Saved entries
**********

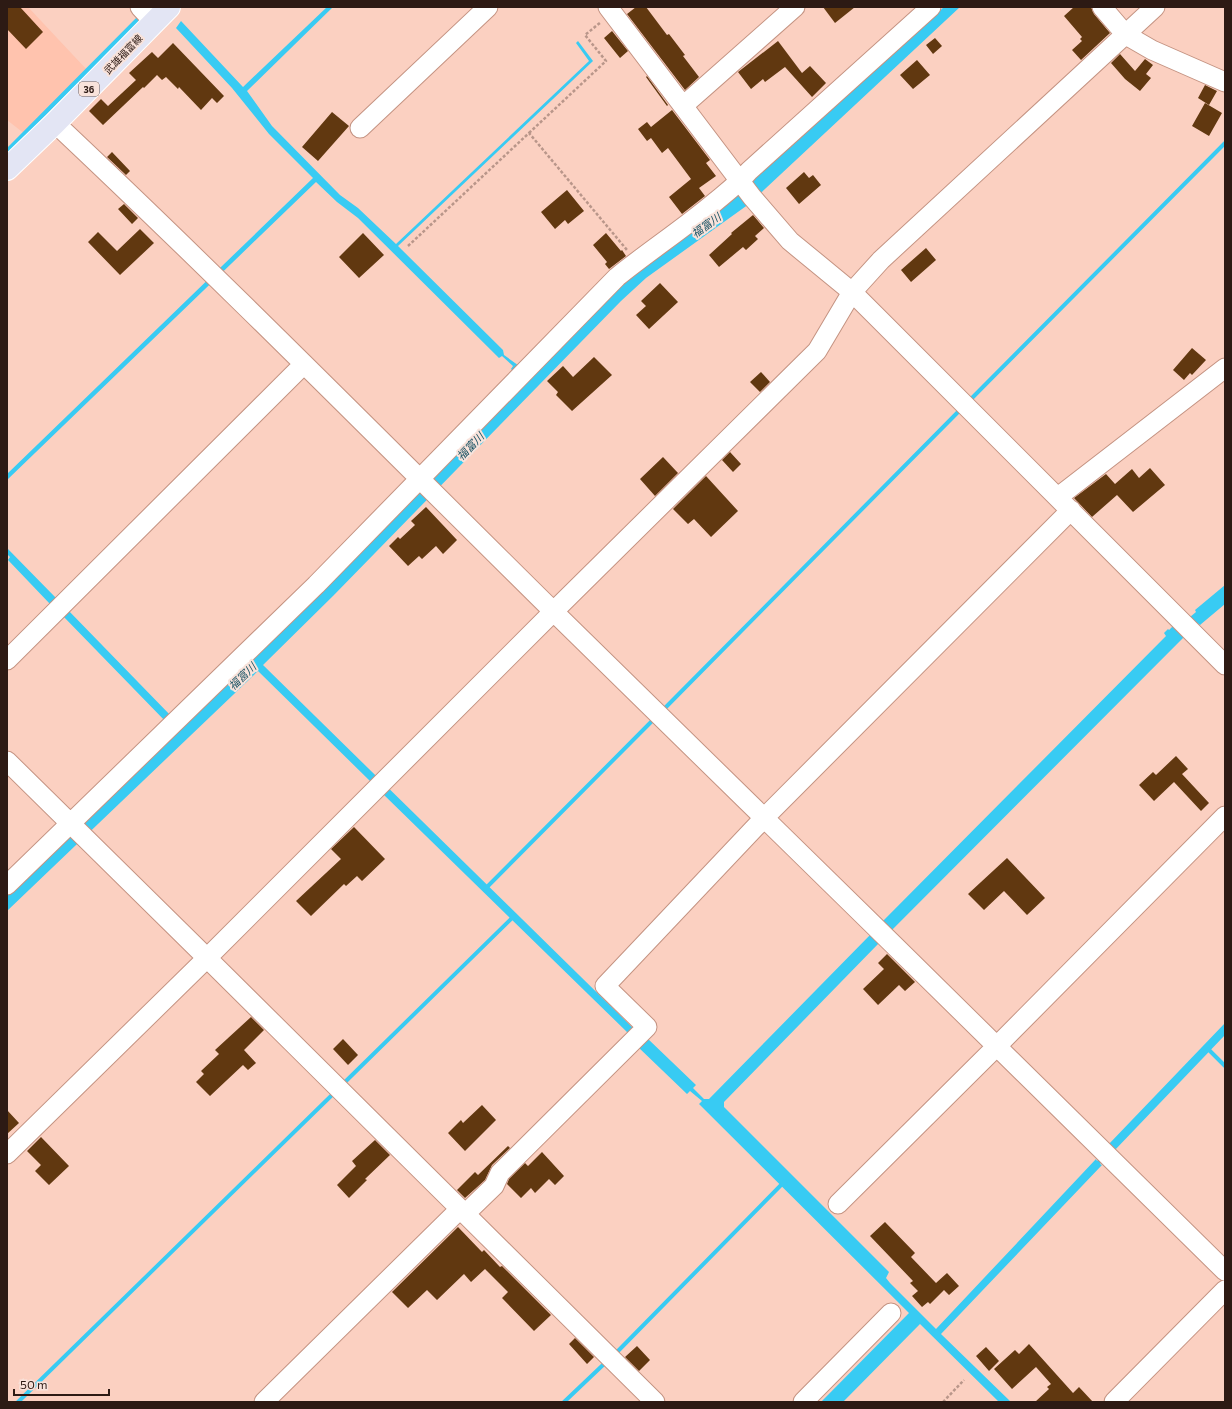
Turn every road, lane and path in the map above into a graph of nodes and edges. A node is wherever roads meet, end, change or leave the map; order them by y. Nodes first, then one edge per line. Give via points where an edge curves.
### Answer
1 (170, 7) edge
2 (488, 7) edge
3 (795, 7) edge
4 (930, 7) edge
5 (1102, 7) edge
6 (1155, 7) edge
7 (610, 10) edge
8 (146, 14) edge
9 (1126, 35) junction
10 (1225, 82) edge
11 (683, 106) junction
12 (55, 123) junction
13 (360, 128) dead end
14 (529, 133) junction
15 (7, 169) edge
16 (745, 188) junction
17 (408, 246) dead end
18 (637, 261) junction
19 (852, 292) junction
20 (304, 364) junction
21 (1225, 368) edge
22 (426, 485) junction
23 (1065, 504) junction
24 (554, 611) junction
25 (7, 660) edge
26 (1225, 665) edge
27 (7, 761) edge
28 (1225, 816) edge
29 (765, 817) junction
30 (77, 830) junction
31 (7, 885) edge
32 (208, 958) junction
33 (997, 1046) junction
34 (7, 1154) edge
35 (838, 1204) dead end
36 (463, 1211) junction
37 (1225, 1271) edge
38 (1225, 1290) edge
39 (891, 1313) dead end
40 (964, 1380) dead end
41 (264, 1402) edge
42 (655, 1402) edge
43 (803, 1402) edge
44 (943, 1402) edge
45 (1114, 1402) edge

1 - 8 main road, 武雄福富線 / 36
2 - 13 street
3 - 11 street
4 - 16 street via 749,172
5 - 9 street
6 - 9 street
7 - 11 street
7 - 14 path via 585,35 606,61
8 - 12 main road, 武雄福富線 / 36
9 - 10 street via 1152,50
9 - 19 street via 881,260
11 - 16 street
12 - 15 main road, 武雄福富線 / 36
12 - 20 street
14 - 17 path
14 - 18 path
16 - 18 street via 695,218
16 - 19 street via 790,242
18 - 22 street via 617,277 522,374
19 - 23 street
19 - 24 street via 817,351
20 - 22 street
20 - 25 street
21 - 23 street
22 - 24 street
22 - 30 street via 316,585 173,724
23 - 26 street
23 - 29 street
24 - 29 street
24 - 32 street
27 - 30 street
28 - 33 street
29 - 33 street
29 - 36 street via 605,986 647,1027 500,1173 494,1186
30 - 31 street
30 - 32 street
32 - 34 street
32 - 36 street
33 - 35 street
33 - 37 street
36 - 41 street
36 - 42 street
38 - 45 street
39 - 43 street
40 - 44 path

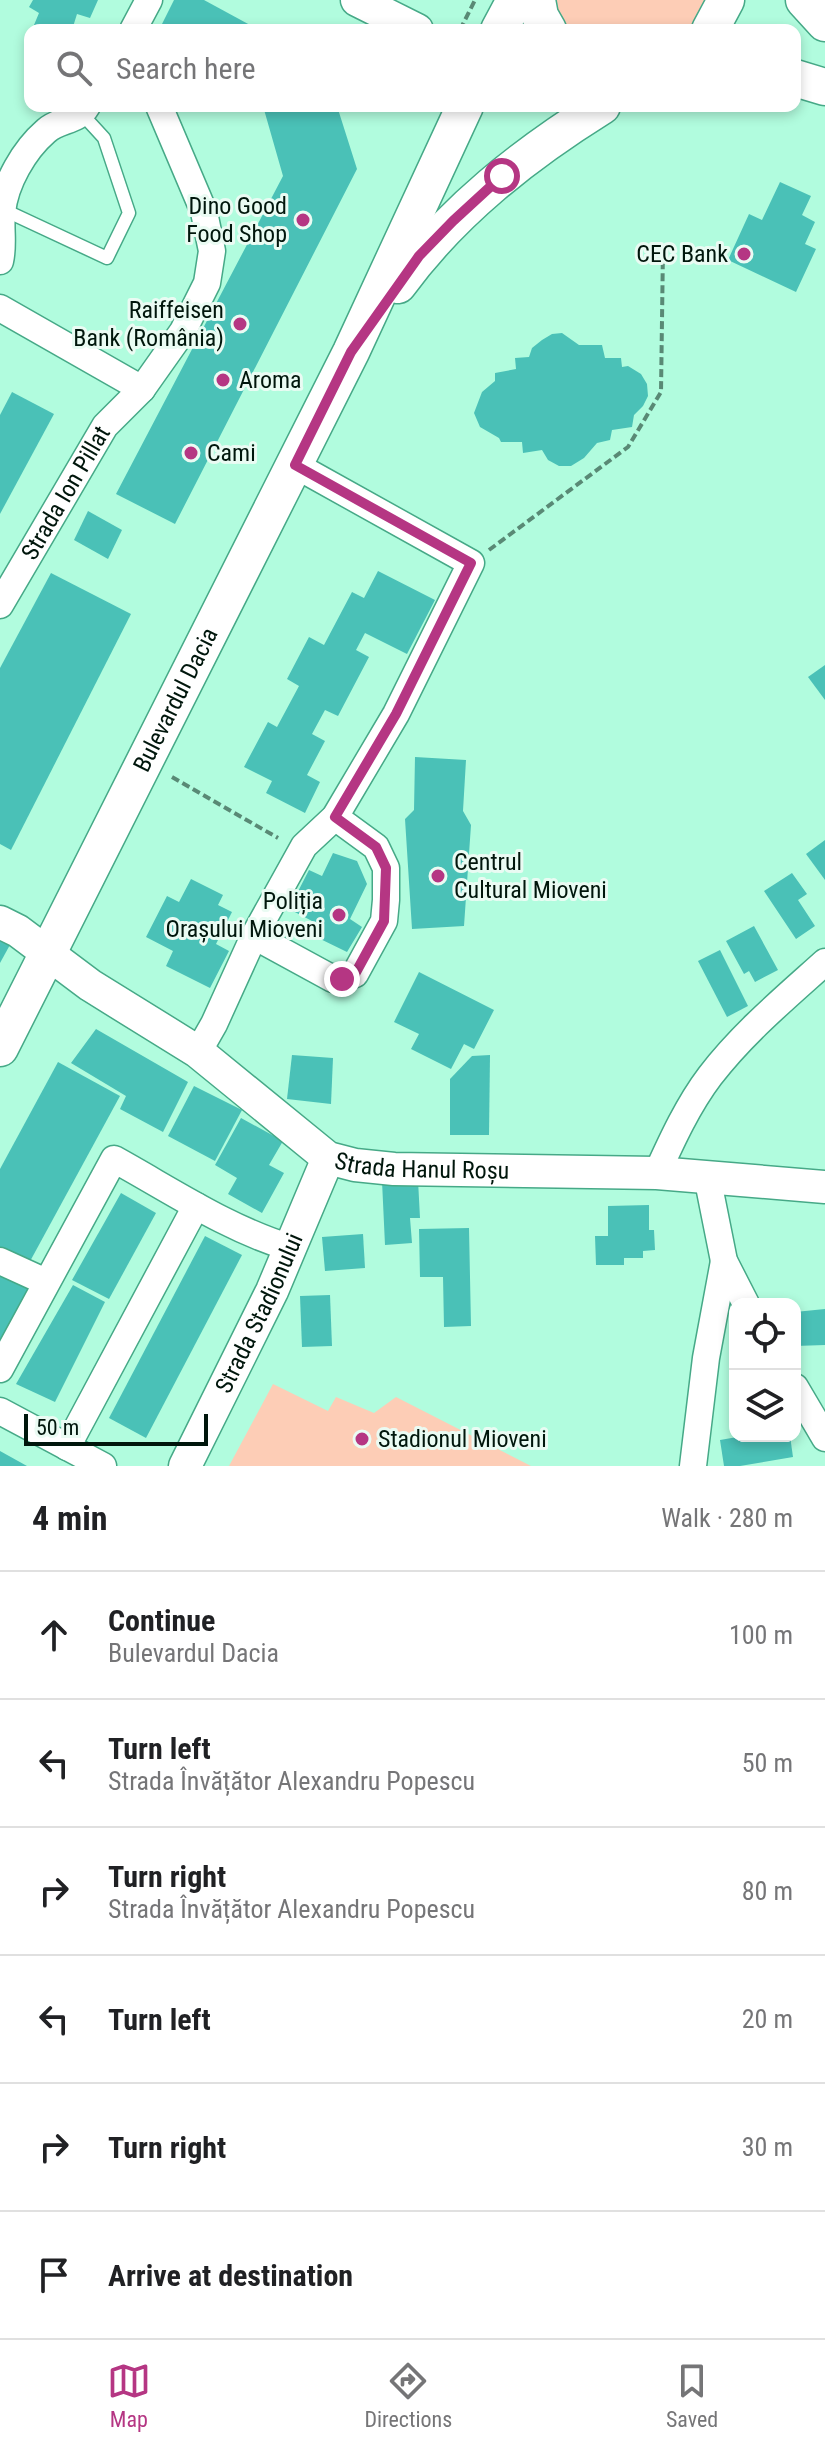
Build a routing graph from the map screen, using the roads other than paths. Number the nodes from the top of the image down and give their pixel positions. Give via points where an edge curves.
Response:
1 (149, 0) edge
2 (357, 0) edge
3 (515, 0) edge
4 (537, 0) edge
5 (726, 0) edge
6 (804, 0) edge
7 (825, 23) edge
8 (136, 24) edge
9 (405, 24) edge
10 (502, 24) edge
11 (545, 24) edge
12 (713, 24) edge
13 (801, 80) edge
14 (825, 87) edge
15 (81, 112) edge
16 (86, 112) edge
17 (162, 112) edge
18 (462, 112) edge
19 (591, 112) edge
20 (2, 209) edge
21 (0, 261) edge
22 (0, 283) edge
23 (2, 316) edge
24 (351, 352) junction
25 (142, 389) junction
26 (295, 465) junction
27 (0, 605) edge
28 (335, 817) junction
29 (0, 922) edge
30 (254, 936) junction
31 (48, 954) junction
32 (825, 962) edge
33 (0, 1048) edge
34 (198, 1052) junction
35 (328, 1158) junction
36 (657, 1173) junction
37 (707, 1176) junction
38 (825, 1187) edge
39 (196, 1206) junction
40 (291, 1248) junction
41 (0, 1261) edge
42 (724, 1261) junction
43 (46, 1282) junction
44 (743, 1298) edge
45 (0, 1369) edge
46 (801, 1397) edge
47 (0, 1411) edge
48 (825, 1438) edge
49 (67, 1447) junction
50 (103, 1466) edge
51 (185, 1466) edge
52 (693, 1466) edge

1 - 8 street
2 - 9 street
3 - 10 main road
4 - 11 main road
5 - 12 main road
6 - 7 main road
13 - 14 main road
15 - 20 street via 47,129 32,147 8,187
16 - 20 lane via 104,138 129,213 107,258
17 - 25 street, Strada Ion Pillat via 204,212 212,251 207,283 183,331
18 - 24 main road, Bulevardul Dacia
19 - 24 main road, Bulevardul Dacia via 534,151 453,221 419,256
20 - 21 street
22 - 23 street
23 - 25 street
24 - 26 main road, Bulevardul Dacia
25 - 27 street, Strada Ion Pillat via 105,426
26 - 28 street via 471,563 396,714
26 - 31 main road, Bulevardul Dacia
28 - 30 street via 301,852
28 - 30 street via 376,847 386,868 384,921 355,974 333,979
29 - 31 street, Strada Hanul Roșu
30 - 34 street
31 - 33 main road, Bulevardul Dacia
31 - 34 street, Strada Hanul Roșu
32 - 36 street via 709,1077
34 - 35 street, Strada Hanul Roșu
35 - 36 street, Strada Hanul Roșu via 394,1169
35 - 40 street, Strada Stadionului
36 - 37 street, Strada Hanul Roșu
37 - 38 street, Strada Hanul Roșu
37 - 42 street
39 - 40 street
39 - 43 street via 114,1159
39 - 49 street
40 - 51 street, Strada Stadionului
41 - 43 street
42 - 44 street
42 - 52 street
43 - 45 street
46 - 48 street
47 - 49 street
49 - 50 street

**********

Your instructions: Pictures stay out; the records above are otherwise reproduced exactly.

Finished task:
Turn every road, lane and path in the map above into a graph of nodes and edges. A node is wherever roads meet, end, change or leave the map; order them by y. Nodes first, then one edge per line. Give via points where an edge curves.
### Answer
1 (170, 7) edge
2 (488, 7) edge
3 (795, 7) edge
4 (930, 7) edge
5 (1102, 7) edge
6 (1155, 7) edge
7 (610, 10) edge
8 (146, 14) edge
9 (1126, 35) junction
10 (1225, 82) edge
11 (683, 106) junction
12 (55, 123) junction
13 (360, 128) dead end
14 (529, 133) junction
15 (7, 169) edge
16 (745, 188) junction
17 (408, 246) dead end
18 (637, 261) junction
19 (852, 292) junction
20 (304, 364) junction
21 (1225, 368) edge
22 (426, 485) junction
23 (1065, 504) junction
24 (554, 611) junction
25 (7, 660) edge
26 (1225, 665) edge
27 (7, 761) edge
28 (1225, 816) edge
29 (765, 817) junction
30 (77, 830) junction
31 (7, 885) edge
32 (208, 958) junction
33 (997, 1046) junction
34 (7, 1154) edge
35 (838, 1204) dead end
36 (463, 1211) junction
37 (1225, 1271) edge
38 (1225, 1290) edge
39 (891, 1313) dead end
40 (964, 1380) dead end
41 (264, 1402) edge
42 (655, 1402) edge
43 (803, 1402) edge
44 (943, 1402) edge
45 (1114, 1402) edge

1 - 8 main road, 武雄福富線 / 36
2 - 13 street
3 - 11 street
4 - 16 street via 749,172
5 - 9 street
6 - 9 street
7 - 11 street
7 - 14 path via 585,35 606,61
8 - 12 main road, 武雄福富線 / 36
9 - 10 street via 1152,50
9 - 19 street via 881,260
11 - 16 street
12 - 15 main road, 武雄福富線 / 36
12 - 20 street
14 - 17 path
14 - 18 path
16 - 18 street via 695,218
16 - 19 street via 790,242
18 - 22 street via 617,277 522,374
19 - 23 street
19 - 24 street via 817,351
20 - 22 street
20 - 25 street
21 - 23 street
22 - 24 street
22 - 30 street via 316,585 173,724
23 - 26 street
23 - 29 street
24 - 29 street
24 - 32 street
27 - 30 street
28 - 33 street
29 - 33 street
29 - 36 street via 605,986 647,1027 500,1173 494,1186
30 - 31 street
30 - 32 street
32 - 34 street
32 - 36 street
33 - 35 street
33 - 37 street
36 - 41 street
36 - 42 street
38 - 45 street
39 - 43 street
40 - 44 path

Build a routing graph from the map screen, using the roads other than paths. Number the nodes from the top of the image down and give their pixel positions. Give via points where an edge curves.
Response:
1 (149, 0) edge
2 (357, 0) edge
3 (515, 0) edge
4 (537, 0) edge
5 (726, 0) edge
6 (804, 0) edge
7 (825, 23) edge
8 (136, 24) edge
9 (405, 24) edge
10 (502, 24) edge
11 (545, 24) edge
12 (713, 24) edge
13 (801, 80) edge
14 (825, 87) edge
15 (81, 112) edge
16 (86, 112) edge
17 (162, 112) edge
18 (462, 112) edge
19 (591, 112) edge
20 (2, 209) edge
21 (0, 261) edge
22 (0, 283) edge
23 (2, 316) edge
24 (351, 352) junction
25 (142, 389) junction
26 (295, 465) junction
27 (0, 605) edge
28 (335, 817) junction
29 (0, 922) edge
30 (254, 936) junction
31 (48, 954) junction
32 (825, 962) edge
33 (0, 1048) edge
34 (198, 1052) junction
35 (328, 1158) junction
36 (657, 1173) junction
37 (707, 1176) junction
38 (825, 1187) edge
39 (196, 1206) junction
40 (291, 1248) junction
41 (0, 1261) edge
42 (724, 1261) junction
43 (46, 1282) junction
44 (743, 1298) edge
45 (0, 1369) edge
46 (801, 1397) edge
47 (0, 1411) edge
48 (825, 1438) edge
49 (67, 1447) junction
50 (103, 1466) edge
51 (185, 1466) edge
52 (693, 1466) edge

1 - 8 street
2 - 9 street
3 - 10 main road
4 - 11 main road
5 - 12 main road
6 - 7 main road
13 - 14 main road
15 - 20 street via 47,129 32,147 8,187
16 - 20 lane via 104,138 129,213 107,258
17 - 25 street, Strada Ion Pillat via 204,212 212,251 207,283 183,331
18 - 24 main road, Bulevardul Dacia
19 - 24 main road, Bulevardul Dacia via 534,151 453,221 419,256
20 - 21 street
22 - 23 street
23 - 25 street
24 - 26 main road, Bulevardul Dacia
25 - 27 street, Strada Ion Pillat via 105,426
26 - 28 street via 471,563 396,714
26 - 31 main road, Bulevardul Dacia
28 - 30 street via 301,852
28 - 30 street via 376,847 386,868 384,921 355,974 333,979
29 - 31 street, Strada Hanul Roșu
30 - 34 street
31 - 33 main road, Bulevardul Dacia
31 - 34 street, Strada Hanul Roșu
32 - 36 street via 709,1077
34 - 35 street, Strada Hanul Roșu
35 - 36 street, Strada Hanul Roșu via 394,1169
35 - 40 street, Strada Stadionului
36 - 37 street, Strada Hanul Roșu
37 - 38 street, Strada Hanul Roșu
37 - 42 street
39 - 40 street
39 - 43 street via 114,1159
39 - 49 street
40 - 51 street, Strada Stadionului
41 - 43 street
42 - 44 street
42 - 52 street
43 - 45 street
46 - 48 street
47 - 49 street
49 - 50 street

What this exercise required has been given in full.